Kabul blames most corruption on Western allies

August 25, 2010


KABUL – Afghanistan said Monday blame for most of the corruption plaguing the impoverished country lies with its Western backers who dole out “illegitimate” contracts that have created an “economic mafia”.

Afghanistan, one of the most corrupt countries in the world, is under intense pressure from its foreign backers to end endemic graft.

Presidential spokesman Waheed Omer said Afghanistan’s foreign allies were responsible for the vast bulk of corruption in the country, which is mired in extreme poverty despite receiving tens of billions of dollars in Western aid over the past decade.

“Our international partners provided the ground for some people in Afghanistan to become unbelievably rich. Some people (have) become an economic mafia in Afghanistan,” he said.

Security deals between U.S. and NATO troops and private security companies operating in the troubled nation since 2001 were chief among the “corrupt contracts” that saw cash drain out of Afghanistan, Omer said.
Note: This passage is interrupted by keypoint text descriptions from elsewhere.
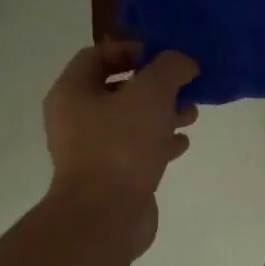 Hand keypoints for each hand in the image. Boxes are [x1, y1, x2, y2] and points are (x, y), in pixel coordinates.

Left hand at [42, 42, 199, 256]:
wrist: (106, 215)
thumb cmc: (122, 145)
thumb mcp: (151, 94)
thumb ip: (170, 69)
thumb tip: (183, 63)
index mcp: (73, 92)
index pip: (99, 54)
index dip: (133, 50)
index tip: (166, 58)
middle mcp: (76, 118)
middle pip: (118, 89)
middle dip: (156, 85)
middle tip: (185, 87)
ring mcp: (92, 149)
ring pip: (131, 120)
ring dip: (162, 113)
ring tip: (191, 115)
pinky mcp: (111, 175)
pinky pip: (136, 149)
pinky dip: (159, 143)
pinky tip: (181, 144) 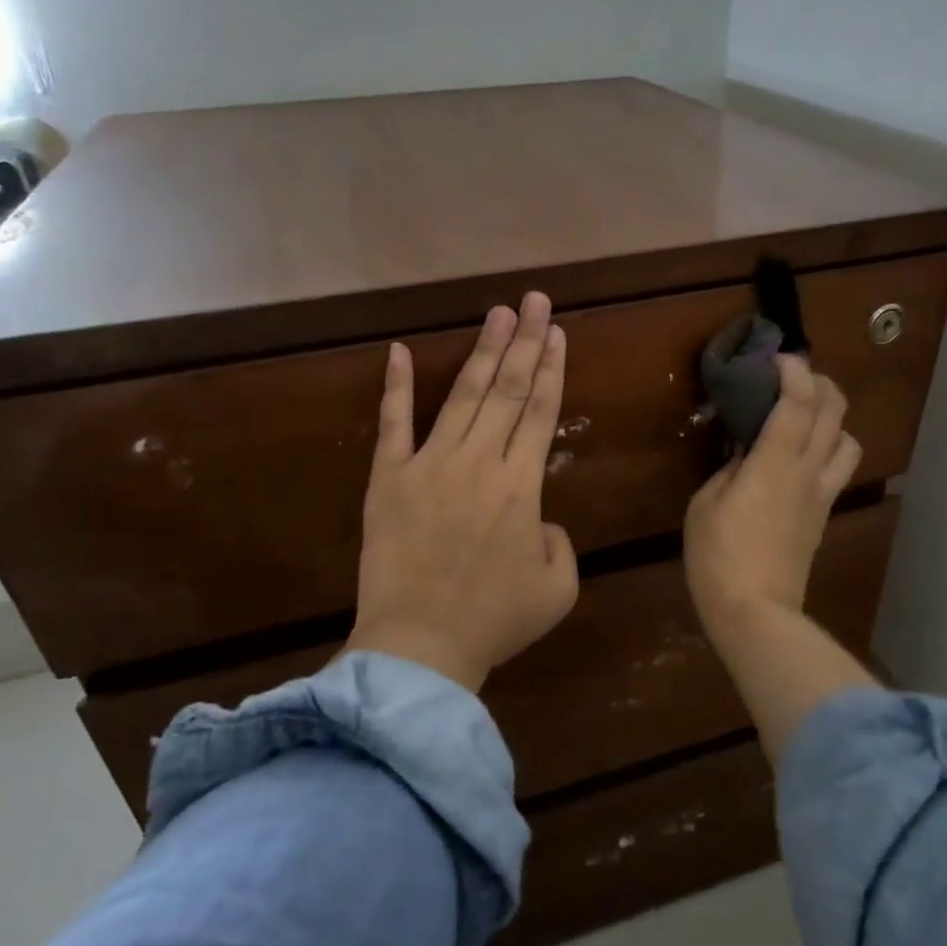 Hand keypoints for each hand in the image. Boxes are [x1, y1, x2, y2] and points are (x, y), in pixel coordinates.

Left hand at [344, 293, 578, 692]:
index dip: (552, 369)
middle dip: (525, 342)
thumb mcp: (557, 588)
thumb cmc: (495, 620)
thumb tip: (538, 518)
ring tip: (497, 314)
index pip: (540, 412)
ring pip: (461, 396)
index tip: (558, 332)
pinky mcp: (388, 478)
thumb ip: (559, 542)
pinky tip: (397, 350)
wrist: (421, 644)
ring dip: (481, 352)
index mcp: (522, 485)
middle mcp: (479, 462)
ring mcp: (429, 464)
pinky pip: (393, 424)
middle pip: (507, 390)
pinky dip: (395, 387)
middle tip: (535, 300)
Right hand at [684, 356, 861, 640]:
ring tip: (806, 417)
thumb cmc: (718, 556)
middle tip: (794, 378)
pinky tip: (804, 455)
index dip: (793, 371)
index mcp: (776, 462)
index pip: (798, 401)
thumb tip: (745, 455)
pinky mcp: (824, 515)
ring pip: (849, 440)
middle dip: (820, 383)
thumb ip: (728, 470)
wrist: (755, 612)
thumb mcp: (705, 504)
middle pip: (835, 412)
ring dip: (833, 418)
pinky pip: (839, 469)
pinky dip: (829, 447)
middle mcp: (809, 471)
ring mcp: (822, 494)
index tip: (776, 359) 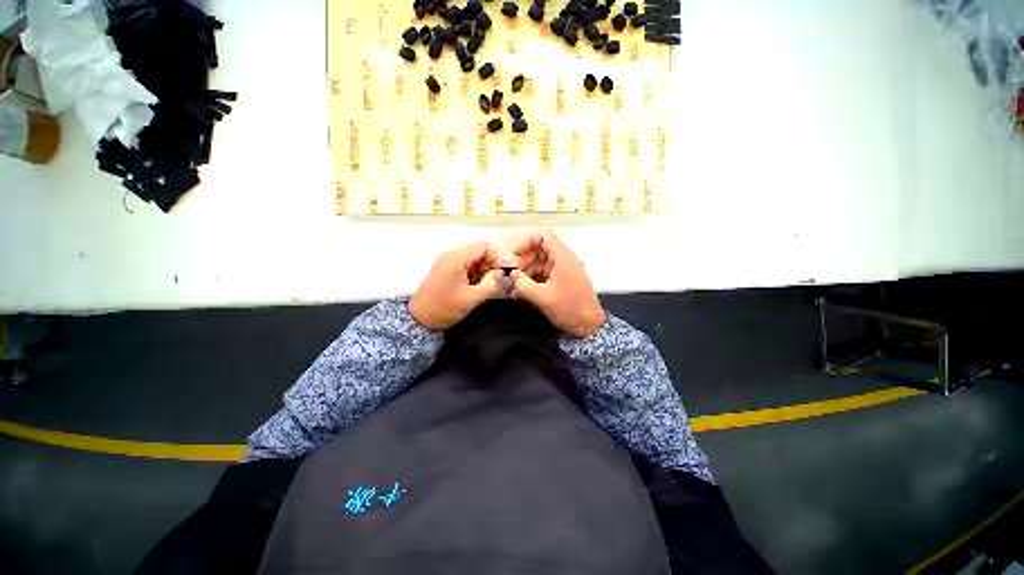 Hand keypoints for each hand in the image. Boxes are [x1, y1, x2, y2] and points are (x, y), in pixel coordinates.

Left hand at [409, 243, 504, 329]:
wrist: (419, 319)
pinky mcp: (447, 270)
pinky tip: (478, 286)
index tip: (503, 272)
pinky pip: (466, 266)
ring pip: (474, 259)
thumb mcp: (471, 299)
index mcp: (456, 259)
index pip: (483, 247)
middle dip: (490, 265)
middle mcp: (451, 256)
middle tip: (497, 281)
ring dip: (483, 270)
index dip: (497, 257)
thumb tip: (501, 273)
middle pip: (479, 252)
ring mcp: (448, 262)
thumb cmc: (444, 308)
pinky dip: (475, 274)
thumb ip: (490, 285)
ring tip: (488, 286)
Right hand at [510, 231, 605, 336]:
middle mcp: (564, 260)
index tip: (515, 255)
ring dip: (528, 270)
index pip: (544, 237)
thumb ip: (523, 284)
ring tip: (517, 284)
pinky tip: (525, 290)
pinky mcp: (564, 281)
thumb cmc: (569, 308)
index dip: (527, 242)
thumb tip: (512, 275)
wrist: (589, 326)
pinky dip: (535, 278)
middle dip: (525, 258)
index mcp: (562, 257)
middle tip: (515, 272)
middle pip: (541, 249)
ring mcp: (565, 271)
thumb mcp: (542, 297)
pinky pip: (546, 273)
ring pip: (542, 262) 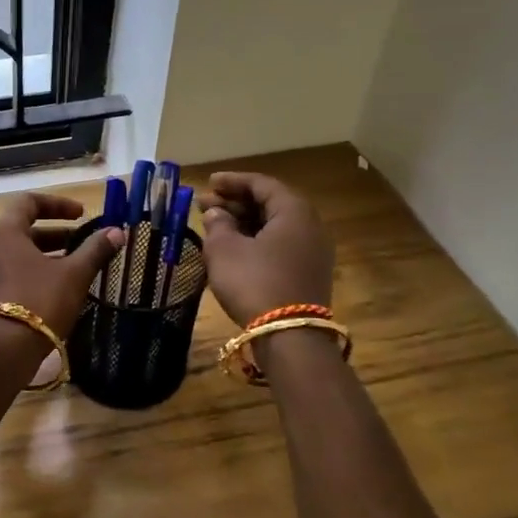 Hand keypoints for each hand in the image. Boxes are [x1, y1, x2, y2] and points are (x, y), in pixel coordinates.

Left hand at [0, 193, 124, 344]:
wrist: (3, 351)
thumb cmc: (40, 301)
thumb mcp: (74, 274)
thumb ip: (95, 250)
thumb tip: (117, 231)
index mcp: (6, 232)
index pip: (29, 202)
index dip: (58, 204)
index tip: (82, 214)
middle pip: (25, 229)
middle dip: (58, 233)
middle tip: (84, 243)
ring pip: (21, 254)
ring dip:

“One of those is private security companies who have earned billions of dollars in contracts and are threatening sustainability of peace here in Afghanistan,” he said.

Karzai last week ordered the 52 private security firms operating in Afghanistan, local and foreign, to disband by the end of the year.

Despite concerns among the international community about finding an alternative source of security, Omer said the Kabul government was “determined” the decree would be carried out.

Private security firms in Afghanistan are employed by U.S. and NATO forces, the Pentagon, the UN mission, aid and non-governmental organisations, embassies and Western media.

They employ about 26,000 registered personnel, though experts say the real number could be as high as 40,000.

The tenor of the decree has been largely welcomed as the presence of tens of thousands of armed private guards is seen as potentially undermining government authority.

Afghans criticize them as overbearing and abusive, particularly on the country’s roads, and Karzai has complained they duplicate the work of the Afghan security forces and divert much-needed resources.

But there are concerns about the tight deadline, which allows little time to negotiate an alternative to private contractors in a country were security is a priority and police are generally not trusted.

Omer said the government would integrate employees of private security firms into Afghan state security forces and other government institutions.

He conceded that some government officials were involved in graft, but said that a much greater share of the corruption was caused by Western allies.

“From every 100 dollars that have come to Afghanistan, 80 dollars was spent by the international community, the remaining by Afghans,” he said.

“From that 80 dollars the international community have spent, there are Afghans who have turned into economic dragons. They’re not the ones who have (received) bribes working for the Afghan government,” he said.

Most of the graft within Karzai’s administration was in “service delivery” such as customs and the courts, although some Afghan politicians had used their positions to obtain military lucrative contracts, he said.

“Like the war on terror, we want corruption to be addressed at its roots. The roots of corruption are in the big contracts,” he added.

Omer defended the release of a presidential aide from jail reportedly at Karzai’s order after he was arrested late last month by a U.S.-backed anti-corruption taskforce.

Mohammad Zia Salehi, a senior official in Karzai’s national security council, was arrested on allegations of soliciting a bribe to close a probe into a money-transferring contract deal.

Omer said Salehi was being investigated by Afghan prosecutors but Karzai had opposed the nature of his detention, which he said contravened his human rights.